There's just time to go to The Pipemakers Arms for a Chinese meal before we head off to the venue. I set the P.A. up (maybe booking the acts has it's disadvantages too!) and say hello to T.V. who does a quick soundcheck as the audience starts arriving. We get set up, check everything works and start saying hello to people who we've not seen for far to long- The Uxbridge Lads, Eddie our old manager, Pete Kennedy who drummed for us when Mick left the band, Andy Knight... suddenly the place is packed and we're playing 'Standing In Your Way' which ends with tumultuous applause and it's going to be a great night. 'Crazy Times' sounds like a better song than I for one remember it being, and by 'She Belongs To Everyone' (written in the very last days of the band and not played live at the time) I'm thinking to myself that we really should do this more often...

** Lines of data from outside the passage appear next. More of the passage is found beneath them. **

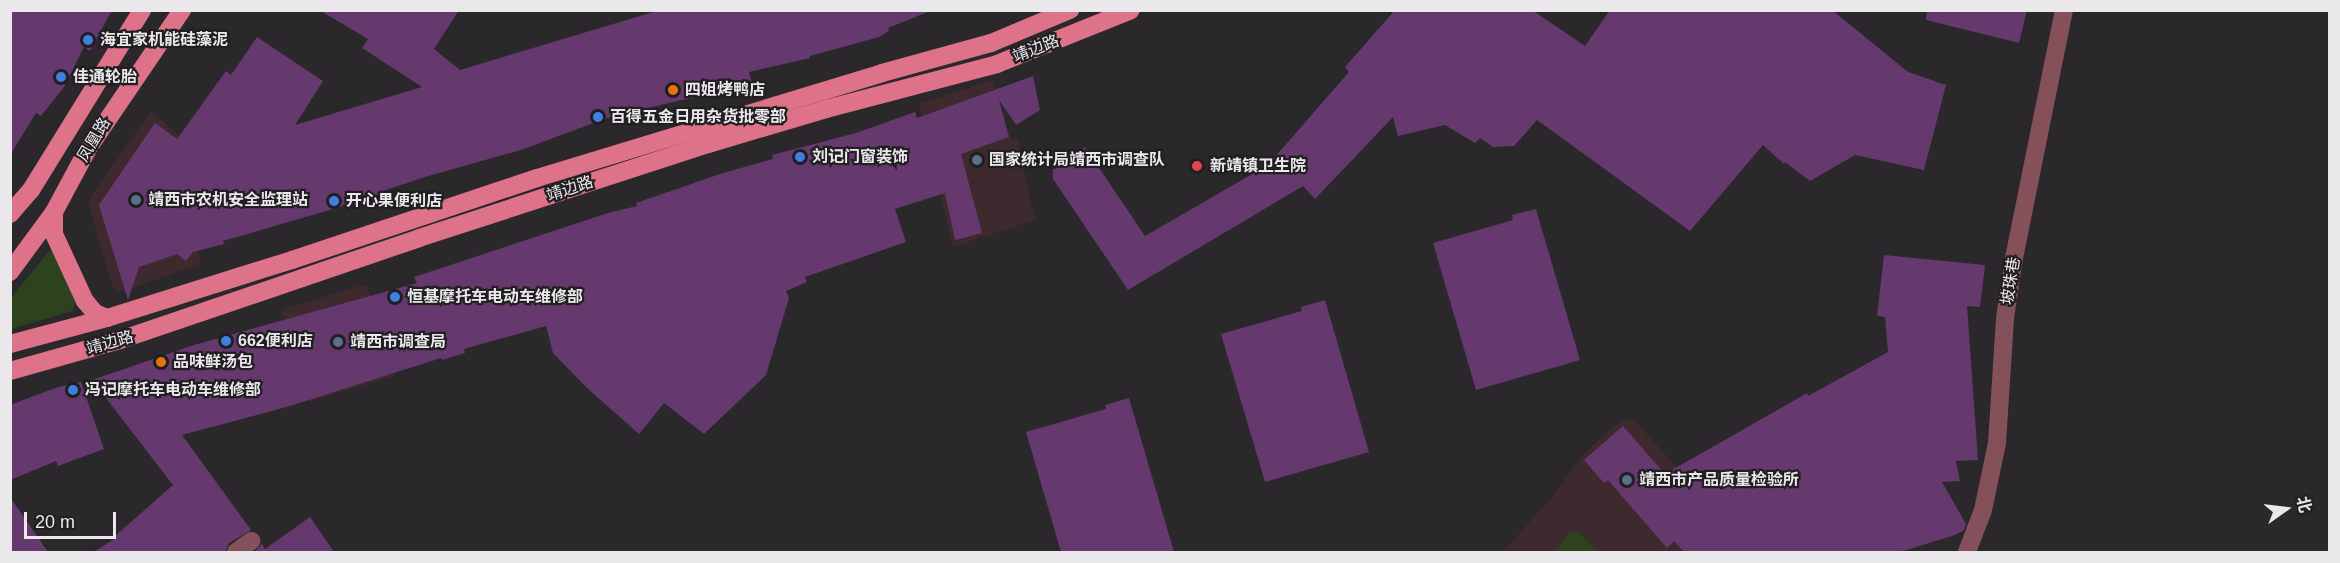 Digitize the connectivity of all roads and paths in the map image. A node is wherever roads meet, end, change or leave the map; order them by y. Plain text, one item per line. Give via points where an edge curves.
1 (142, 10) edge
2 (182, 10) edge
3 (1070, 10) edge
4 (1131, 10) edge
5 (2064, 10) edge
6 (54, 212) junction
7 (10, 214) edge
8 (10, 272) edge
9 (107, 318) junction
10 (10, 344) edge
11 (10, 371) edge
12 (251, 542) dead end
13 (236, 552) edge
14 (1967, 552) edge

1 - 7 main road, 凤凰路 via 31,190
2 - 6 main road, 凤凰路 via 89,147
3 - 9 main road, 靖边路 via 991,43 548,175
4 - 11 main road, 靖边路 via 997,64 708,144 120,340
5 - 14 street, 坡珠巷 via 2005,318 1996,443 1983,510
6 - 8 main road, 凤凰路
6 - 9 main road via 54,234 85,301 95,313
9 - 10 main road, 靖边路
12 - 13 street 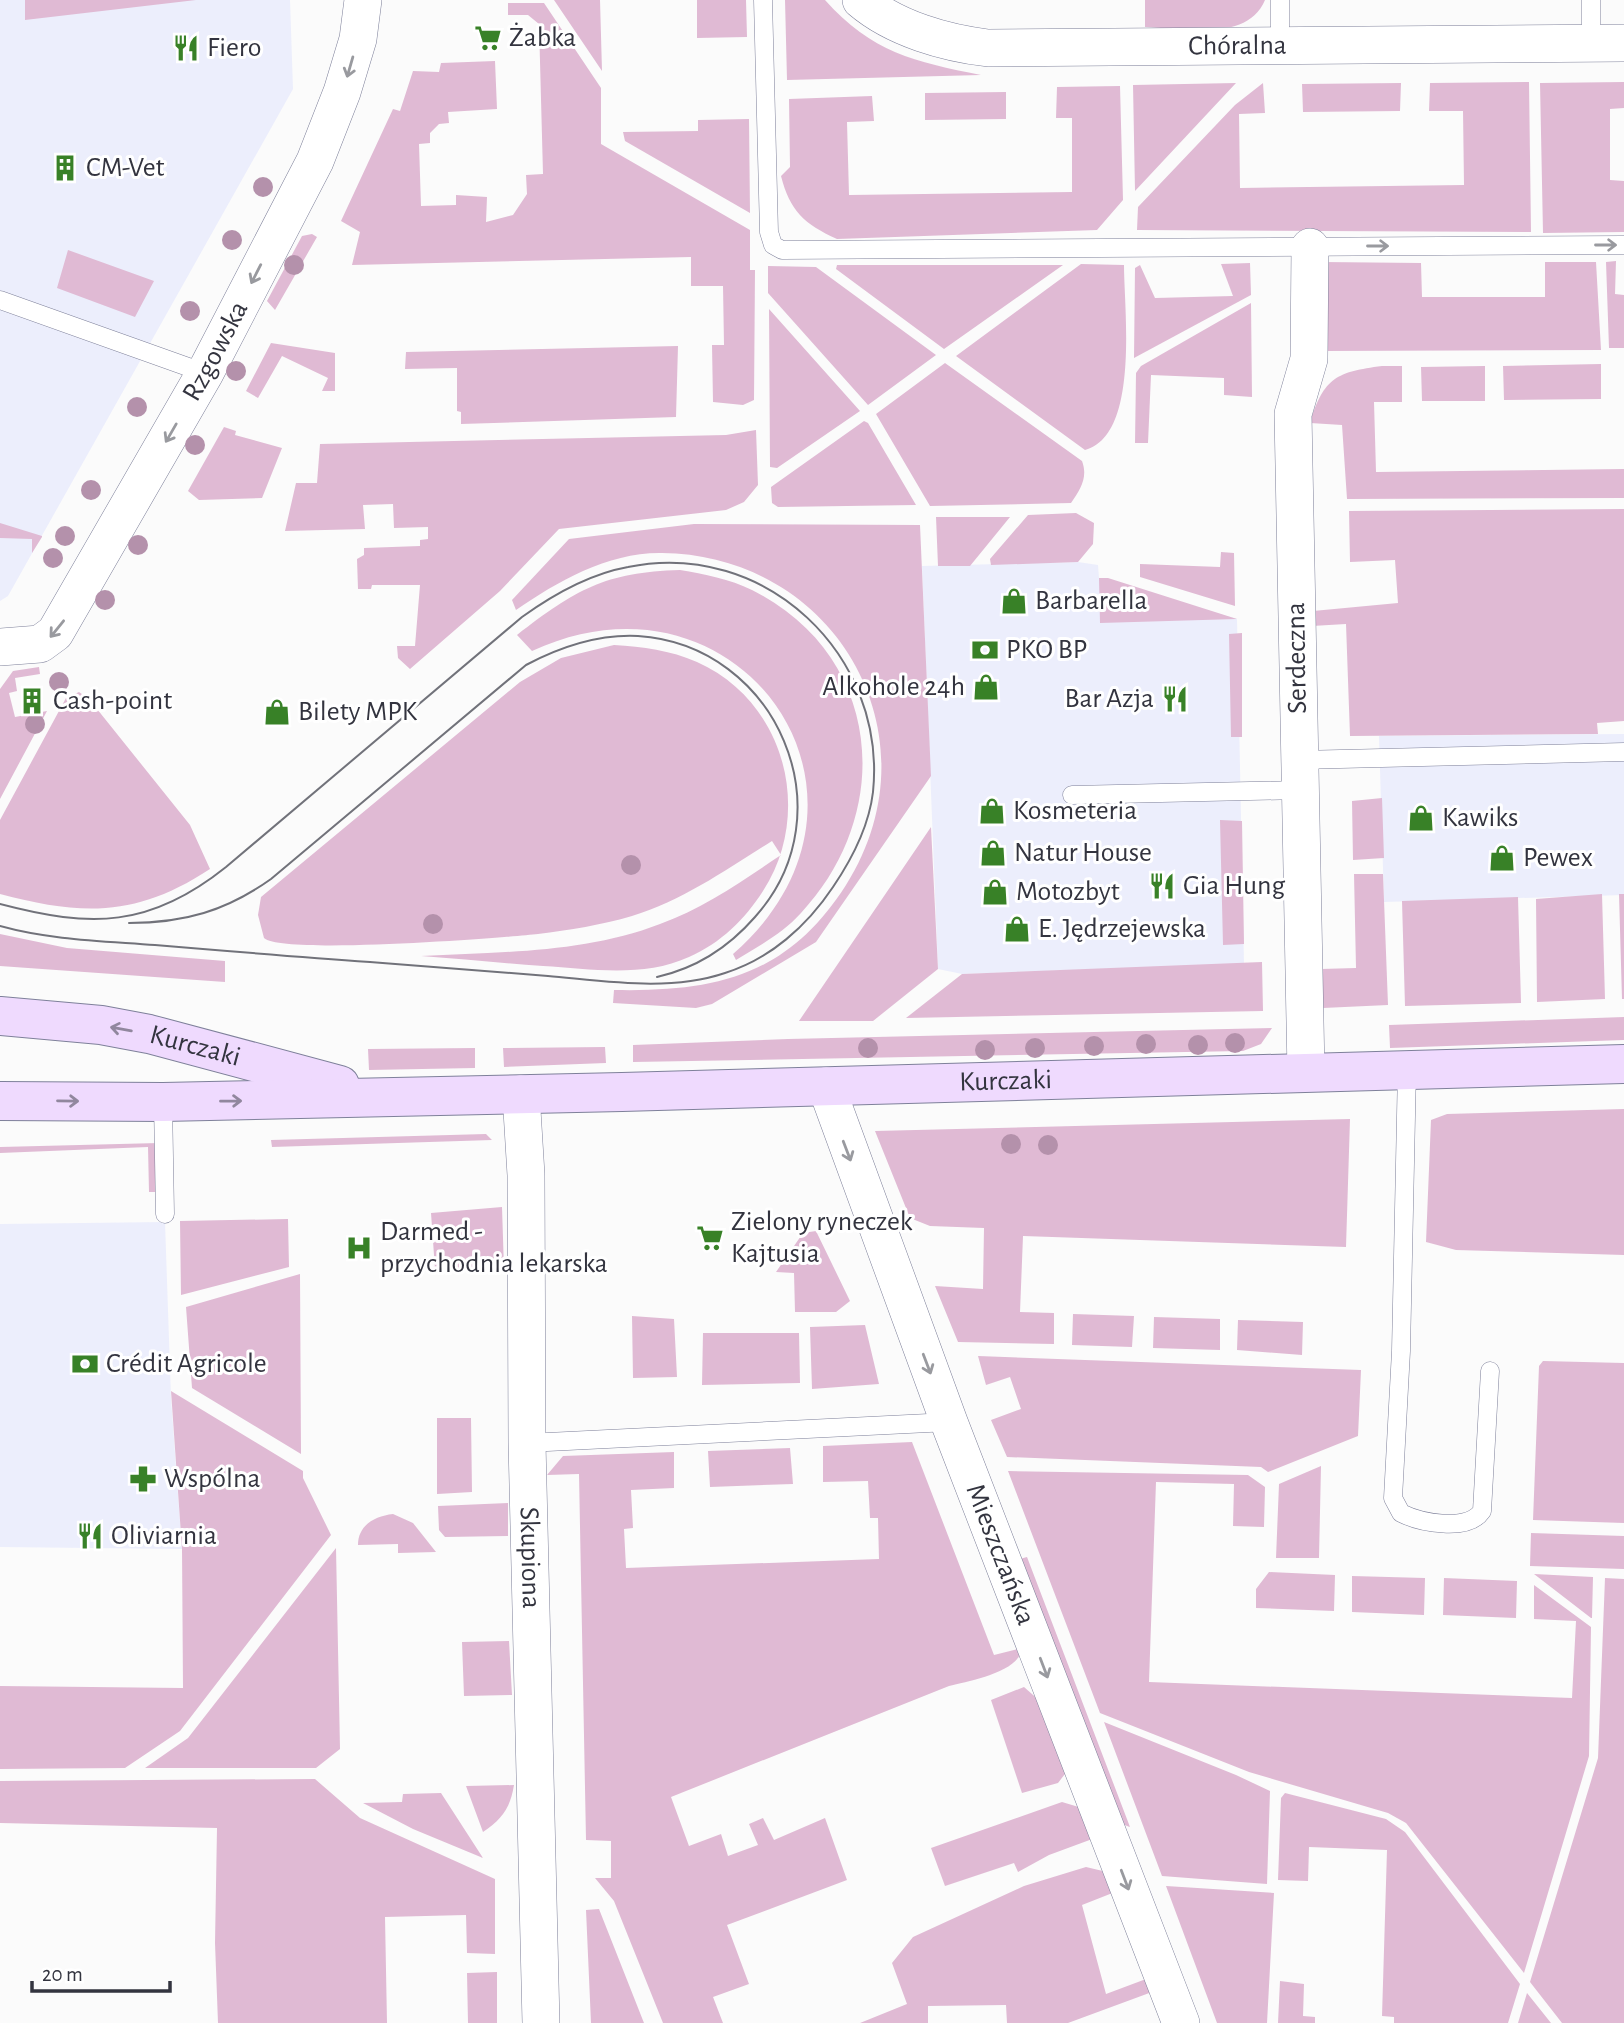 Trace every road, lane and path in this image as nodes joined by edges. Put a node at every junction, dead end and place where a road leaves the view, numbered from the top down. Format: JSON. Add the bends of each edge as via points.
{"nodes":[{"id":1,"x":363,"y":0,"type":"edge"},
{"id":2,"x":762,"y":0,"type":"edge"},
{"id":3,"x":862,"y":0,"type":"edge"},
{"id":4,"x":1280,"y":0,"type":"edge"},
{"id":5,"x":1591,"y":0,"type":"edge"},
{"id":6,"x":1607,"y":43,"type":"edge"},
{"id":7,"x":1280,"y":46,"type":"junction"},
{"id":8,"x":1624,"y":245,"type":"edge"},
{"id":9,"x":1310,"y":247,"type":"junction"},
{"id":10,"x":0,"y":300,"type":"edge"},
{"id":11,"x":205,"y":373,"type":"junction"},
{"id":12,"x":0,"y":646,"type":"edge"},
{"id":13,"x":1624,"y":752,"type":"edge"},
{"id":14,"x":1299,"y":775,"type":"junction"},
{"id":15,"x":1072,"y":794,"type":"dead end"},
{"id":16,"x":0,"y":1016,"type":"edge"},
{"id":17,"x":1624,"y":1064,"type":"edge"},
{"id":18,"x":1407,"y":1069,"type":"junction"},
{"id":19,"x":1306,"y":1072,"type":"junction"},
{"id":20,"x":826,"y":1086,"type":"junction"},
{"id":21,"x":521,"y":1094,"type":"junction"},
{"id":22,"x":387,"y":1097,"type":"junction"},
{"id":23,"x":0,"y":1101,"type":"edge"},
{"id":24,"x":163,"y":1102,"type":"junction"},
{"id":25,"x":165,"y":1214,"type":"dead end"},
{"id":26,"x":1490,"y":1371,"type":"dead end"},
{"id":27,"x":949,"y":1422,"type":"junction"},
{"id":28,"x":527,"y":1443,"type":"junction"},
{"id":29,"x":541,"y":2023,"type":"edge"},
{"id":30,"x":1181,"y":2023,"type":"edge"}],
"edges":[{"from":1,"to":11,"type":"street","name":"Rzgowska","one_way":true,"via":[[358,39],[315,161]]},
{"from":2,"to":9,"type":"lane","via":[[769,232],[773,245],[782,250]]},
{"from":3,"to":7,"type":"street","name":"Chóralna","via":[[953,44],[988,48]]},
{"from":4,"to":7,"type":"lane"},
{"from":5,"to":6,"type":"lane"},
{"from":6,"to":7,"type":"street","name":"Chóralna"},
{"from":9,"to":8,"type":"lane","one_way":true},
{"from":9,"to":14,"type":"street","name":"Serdeczna","via":[[1309,359],[1293,414]]},
{"from":10,"to":11,"type":"lane"},
{"from":11,"to":12,"type":"street","name":"Rzgowska","one_way":true,"via":[[55,634],[40,645]]},
{"from":13,"to":14,"type":"lane"},
{"from":14,"to":15,"type":"lane"},
{"from":14,"to":19,"type":"street","name":"Serdeczna"},
{"from":22,"to":16,"type":"street","name":"Kurczaki","one_way":true,"via":[[149,1034]]},
{"from":17,"to":18,"type":"street","name":"Kurczaki"},
{"from":18,"to":19,"type":"street","name":"Kurczaki"},
{"from":18,"to":26,"type":"lane","via":[[1393,1498],[1401,1513],[1427,1521],[1466,1523],[1477,1519],[1482,1511]]},
{"from":19,"to":20,"type":"street","name":"Kurczaki"},
{"from":20,"to":21,"type":"street","name":"Kurczaki"},
{"from":20,"to":27,"type":"street","name":"Mieszczańska","one_way":true},
{"from":21,"to":22,"type":"street","name":"Kurczaki"},
{"from":21,"to":28,"type":"street","name":"Skupiona","via":[[526,1175]]},
{"from":24,"to":22,"type":"street","name":"Kurczaki","one_way":true},
{"from":23,"to":24,"type":"street","name":"Kurczaki","one_way":true},
{"from":24,"to":25,"type":"lane"},
{"from":27,"to":28,"type":"lane"},
{"from":27,"to":30,"type":"street","name":"Mieszczańska","one_way":true},
{"from":28,"to":29,"type":"street","name":"Skupiona"}]}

Then, suddenly, everything stops. We're playing too loud, and we've blown the volume restriction device, when it comes back on we turn it down (a bit!) and restart the song. The sound goes off again during our last song 'So What About Love?' not least because the audience was singing along so loudly; we encore with The Buzzcocks classic 'Ever Fallen In Love' (or as East put it, 'Ever Fallen Down Drunk') which we hadn't rehearsed and probably last played nearly 20 years ago. And that's it- the show's over all too soon, a sure sign of a good gig- and this was definitely a good gig.
With all our gear shifted away from the 'stage' (i.e. the bit of floor where the acts play) I help T.V. get his guitar and microphone set up. As we're talking we say how we should have rehearsed something together, and he reminds me that I helped Cheap out once when their guitarist Mik was absent and made a good job of 'Third Term' that night, and we could always play 'Gary Gilmore's Eyes'... as he says it I'm thinking 'am I really going to play 'Gary Gilmore's Eyes' with T.V. Smith? Could that really happen to little old me?'
It takes a couple of numbers for me to get the balance between the guitar and vocals right- T.V. likes the guitar to be as loud as his voice, but still wants the words to come through- by 'The Newshound' it's all sounding good and going down well. I'm not sure that there's such a thing as a bad T.V. Smith gig but this was a classic, with songs from his latest album 'In The Arms Of My Enemy' next to old Adverts numbers and everything inbetween. Halfway through I bump into East just as T.V. starts 'My String Will Snap', we curtail our conversation as East heads back down the front... then I hear my name mentioned, I fight my way through to my guitar, say something like 'play another song Tim' as I try in vain to get the strap to stay on, he says 'I thought you were a professional' much to the audience's amusment. He plays 'Expensive Being Poor' and I've finally got the bloody thing to stay on the guitar but now I can't find where I've left my lead... he introduces 'Third Term' and I'm sure the chords didn't go like that last time I played it with him- then again that was 2 decades ago and a lot's happened since then. He says something like 'follow me for the intro' and starts 'Gary Gilmore's Eyes'- and there I am, playing one of the greatest punk rock songs of them all with the man that wrote it. I've only mentioned it a couple of hundred times since (!) but I'll never be able to say just how much it means to me to have done it. An unforgettable evening.
So there you have it- as I say, a very busy 5 days. Reading back through what I've just written here makes me realise how very lucky I am to do what I do, which is why I don't take any of it for granted- and I never will.